■ **Try it**
With the pictures left out, output the records below exactly.

■ **Records shown**

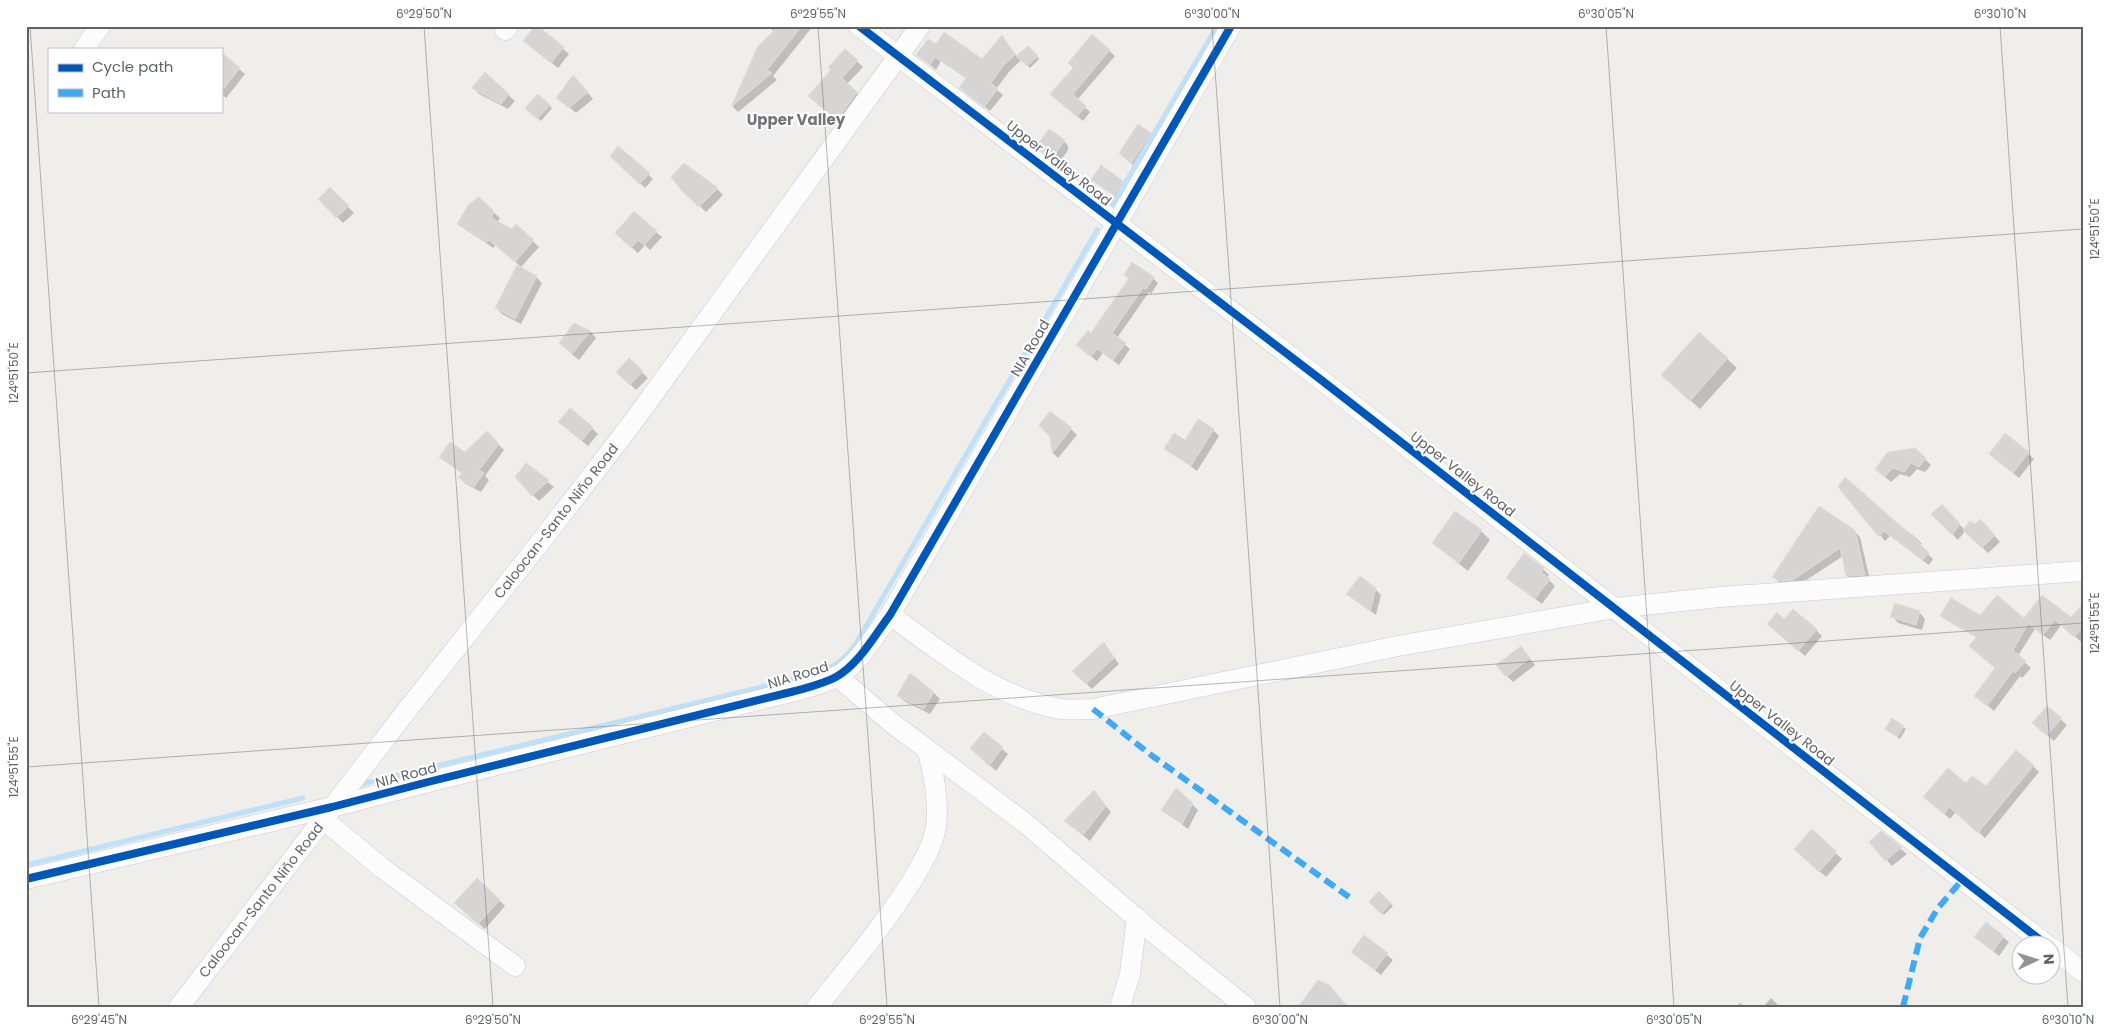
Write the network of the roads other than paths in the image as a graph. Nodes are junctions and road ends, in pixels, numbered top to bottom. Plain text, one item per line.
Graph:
1 (100, 26) edge
2 (860, 26) edge
3 (920, 26) edge
4 (1231, 26) edge
5 (85, 48) edge
6 (900, 56) junction
7 (1116, 223) junction
8 (2083, 571) edge
9 (1615, 608) junction
10 (890, 615) junction
11 (837, 676) junction
12 (928, 752) junction
13 (327, 814) junction
14 (26, 879) edge
15 (1137, 918) junction
16 (2035, 936) edge
17 (2062, 956) edge
18 (516, 966) dead end
19 (2083, 972) edge
20 (178, 1007) edge
21 (817, 1007) edge
22 (1120, 1007) edge
23 (1246, 1007) edge

1 - 5 street
2 - 6 street, Upper Valley Road
3 - 6 street, Caloocan-Santo Niño Road
4 - 7 street, NIA Road
6 - 7 street, Upper Valley Road
6 - 13 street, Caloocan-Santo Niño Road
7 - 9 street, Upper Valley Road
7 - 10 street, NIA Road
8 - 9 street
9 - 10 street
9 - 16 street, Upper Valley Road
10 - 11 street, NIA Road
11 - 12 street
11 - 13 street, NIA Road
12 - 15 street
12 - 21 street
13 - 14 street, NIA Road
13 - 18 street
13 - 20 street, Caloocan-Santo Niño Road
15 - 22 street
15 - 23 street
17 - 19 street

■ **Problem solution**
Write the network of the roads other than paths in the image as a graph. Nodes are junctions and road ends, in pixels, numbered top to bottom. Plain text, one item per line.
Graph:
1 (100, 26) edge
2 (860, 26) edge
3 (920, 26) edge
4 (1231, 26) edge
5 (85, 48) edge
6 (900, 56) junction
7 (1116, 223) junction
8 (2083, 571) edge
9 (1615, 608) junction
10 (890, 615) junction
11 (837, 676) junction
12 (928, 752) junction
13 (327, 814) junction
14 (26, 879) edge
15 (1137, 918) junction
16 (2035, 936) edge
17 (2062, 956) edge
18 (516, 966) dead end
19 (2083, 972) edge
20 (178, 1007) edge
21 (817, 1007) edge
22 (1120, 1007) edge
23 (1246, 1007) edge

1 - 5 street
2 - 6 street, Upper Valley Road
3 - 6 street, Caloocan-Santo Niño Road
4 - 7 street, NIA Road
6 - 7 street, Upper Valley Road
6 - 13 street, Caloocan-Santo Niño Road
7 - 9 street, Upper Valley Road
7 - 10 street, NIA Road
8 - 9 street
9 - 10 street
9 - 16 street, Upper Valley Road
10 - 11 street, NIA Road
11 - 12 street
11 - 13 street, NIA Road
12 - 15 street
12 - 21 street
13 - 14 street, NIA Road
13 - 18 street
13 - 20 street, Caloocan-Santo Niño Road
15 - 22 street
15 - 23 street
17 - 19 street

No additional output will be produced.